Terminó por visitarnos asiduamente, contándonos su vida con todo detalle. Era una exhibicionista biográfica. Nos contó que sus padres le pusieron una sirvienta de lo más singular, llamada La Pacón por su aspecto viril, tal que hasta tenía bigote. Era hija de los caseros de una finca perteneciente a los marqueses de Villaverde. Desde pequeña se vestía de niño y recorría el pueblo por los tejados, saltando de una casa a otra. La Pacón se llegó a convertir en su empresario, siempre vestida de hombre, y por su gestión, actuaba en casinillos zarrapastrosos de los pueblos de alrededor.
Se dio la circunstancia de que la Pacón la dejase sola en un poblachón de Segovia.
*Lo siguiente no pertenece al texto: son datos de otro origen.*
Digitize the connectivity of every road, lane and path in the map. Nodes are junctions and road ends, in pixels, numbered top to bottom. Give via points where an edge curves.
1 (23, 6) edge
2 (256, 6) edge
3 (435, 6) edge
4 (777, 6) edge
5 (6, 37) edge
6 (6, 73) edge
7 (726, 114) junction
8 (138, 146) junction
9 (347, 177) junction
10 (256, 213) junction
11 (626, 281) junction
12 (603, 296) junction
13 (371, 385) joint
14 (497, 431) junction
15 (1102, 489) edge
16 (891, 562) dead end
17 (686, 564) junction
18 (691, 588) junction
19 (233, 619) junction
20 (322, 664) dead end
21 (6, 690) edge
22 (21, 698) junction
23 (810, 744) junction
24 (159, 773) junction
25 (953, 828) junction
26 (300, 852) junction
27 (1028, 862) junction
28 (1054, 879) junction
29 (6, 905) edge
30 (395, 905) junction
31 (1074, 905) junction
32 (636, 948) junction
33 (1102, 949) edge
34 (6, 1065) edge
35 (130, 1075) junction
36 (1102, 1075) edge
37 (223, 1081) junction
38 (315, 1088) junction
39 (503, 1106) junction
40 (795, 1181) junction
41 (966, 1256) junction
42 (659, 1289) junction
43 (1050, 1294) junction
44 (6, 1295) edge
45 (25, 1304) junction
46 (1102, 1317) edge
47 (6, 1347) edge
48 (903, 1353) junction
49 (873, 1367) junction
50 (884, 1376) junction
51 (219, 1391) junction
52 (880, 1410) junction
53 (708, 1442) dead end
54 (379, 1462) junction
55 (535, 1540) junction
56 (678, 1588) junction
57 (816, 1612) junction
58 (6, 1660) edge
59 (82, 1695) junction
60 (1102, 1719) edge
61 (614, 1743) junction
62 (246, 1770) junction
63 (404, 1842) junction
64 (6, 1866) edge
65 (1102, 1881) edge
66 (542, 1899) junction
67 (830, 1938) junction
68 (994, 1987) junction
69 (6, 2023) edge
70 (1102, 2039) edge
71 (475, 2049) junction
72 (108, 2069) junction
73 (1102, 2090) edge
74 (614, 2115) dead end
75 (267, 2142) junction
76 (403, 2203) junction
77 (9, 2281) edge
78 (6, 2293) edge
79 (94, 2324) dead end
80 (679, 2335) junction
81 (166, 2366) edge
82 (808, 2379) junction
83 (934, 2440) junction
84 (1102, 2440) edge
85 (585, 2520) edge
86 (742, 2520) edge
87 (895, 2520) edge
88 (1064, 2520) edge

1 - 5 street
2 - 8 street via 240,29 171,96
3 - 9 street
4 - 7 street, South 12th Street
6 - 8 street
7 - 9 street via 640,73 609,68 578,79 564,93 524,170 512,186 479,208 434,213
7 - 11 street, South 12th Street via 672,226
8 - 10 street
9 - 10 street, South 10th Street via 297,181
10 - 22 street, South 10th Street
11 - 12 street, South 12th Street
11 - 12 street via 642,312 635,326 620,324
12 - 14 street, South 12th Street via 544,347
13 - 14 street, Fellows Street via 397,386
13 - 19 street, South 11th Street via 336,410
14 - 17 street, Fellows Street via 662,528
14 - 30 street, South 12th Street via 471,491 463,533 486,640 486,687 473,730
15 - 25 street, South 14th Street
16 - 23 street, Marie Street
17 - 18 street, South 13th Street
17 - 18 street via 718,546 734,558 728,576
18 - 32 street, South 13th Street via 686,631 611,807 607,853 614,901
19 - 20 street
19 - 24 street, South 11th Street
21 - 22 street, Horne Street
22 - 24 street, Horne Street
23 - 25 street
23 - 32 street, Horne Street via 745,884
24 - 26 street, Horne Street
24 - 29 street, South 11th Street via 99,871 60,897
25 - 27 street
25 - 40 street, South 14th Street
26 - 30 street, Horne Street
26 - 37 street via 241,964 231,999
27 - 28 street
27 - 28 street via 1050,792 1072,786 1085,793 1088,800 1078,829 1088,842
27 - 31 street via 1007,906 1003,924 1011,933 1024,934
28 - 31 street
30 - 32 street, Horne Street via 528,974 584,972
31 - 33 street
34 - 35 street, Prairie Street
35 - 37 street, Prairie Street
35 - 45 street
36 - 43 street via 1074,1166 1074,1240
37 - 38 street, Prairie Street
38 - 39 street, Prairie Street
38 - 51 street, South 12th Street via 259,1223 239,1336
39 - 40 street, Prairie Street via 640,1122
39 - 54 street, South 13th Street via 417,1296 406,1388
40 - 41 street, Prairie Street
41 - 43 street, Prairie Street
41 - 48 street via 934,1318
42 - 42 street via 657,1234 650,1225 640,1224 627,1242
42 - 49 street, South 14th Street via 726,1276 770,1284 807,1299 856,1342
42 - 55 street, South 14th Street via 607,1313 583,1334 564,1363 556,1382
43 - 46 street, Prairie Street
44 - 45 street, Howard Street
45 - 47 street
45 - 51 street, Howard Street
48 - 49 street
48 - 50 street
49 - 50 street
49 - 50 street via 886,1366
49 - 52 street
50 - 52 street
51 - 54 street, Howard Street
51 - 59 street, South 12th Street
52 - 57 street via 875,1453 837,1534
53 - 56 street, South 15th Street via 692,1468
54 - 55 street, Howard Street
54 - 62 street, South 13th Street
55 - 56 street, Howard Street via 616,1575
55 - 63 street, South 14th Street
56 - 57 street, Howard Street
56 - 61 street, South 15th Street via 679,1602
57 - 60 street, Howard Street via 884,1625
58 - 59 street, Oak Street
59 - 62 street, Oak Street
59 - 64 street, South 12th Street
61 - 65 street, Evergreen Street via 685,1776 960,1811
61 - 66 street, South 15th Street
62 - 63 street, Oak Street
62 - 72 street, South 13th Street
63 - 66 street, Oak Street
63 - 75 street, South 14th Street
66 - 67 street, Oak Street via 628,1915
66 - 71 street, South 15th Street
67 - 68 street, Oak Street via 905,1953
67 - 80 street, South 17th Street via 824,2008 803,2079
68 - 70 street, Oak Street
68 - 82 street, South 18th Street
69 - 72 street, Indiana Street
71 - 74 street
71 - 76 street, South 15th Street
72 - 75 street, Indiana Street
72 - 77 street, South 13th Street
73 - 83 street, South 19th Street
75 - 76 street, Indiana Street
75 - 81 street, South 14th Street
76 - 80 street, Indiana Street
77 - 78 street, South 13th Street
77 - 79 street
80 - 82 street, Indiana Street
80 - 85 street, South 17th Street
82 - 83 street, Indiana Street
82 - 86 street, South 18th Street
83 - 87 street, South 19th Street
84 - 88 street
Y una noche, un espectador feroz subió al escenario y le mordió en un hombro. Otros espectadores piadosos pusieron a buen recaudo a la infeliz cupletista y encerraron al feroz, mientras iban a poner una denuncia al cuartelillo de la Guardia Civil. El feroz gritaba que se iba a quitar la vida por ella, la mujer de sus sueños y supremo ideal. Si no le soltaban, amenazaba con hacerlo clavándose en el corazón un largo alfiler de sombrero. Y, en pleno cisco, se apareció La Pacón, que armó un escándalo mayor y dijo a punta de navaja, que se iban de la venta sin pagar por las ofensas recibidas allí. No se las pudo detener y fueron denunciadas y perseguidas. El escándalo se publicó en muchos periódicos y contribuyó a resucitar el recuerdo de la famosa Graciela. La fiel Pacón la protegió hasta su propia muerte. También Encarnita enviudó, y terminó viéndose protegida por la marquesa doña Blanca de Aragón, madre de la reina Fabiola. Así de pintoresca se me fue revelando aquella lejana España de mi niñez.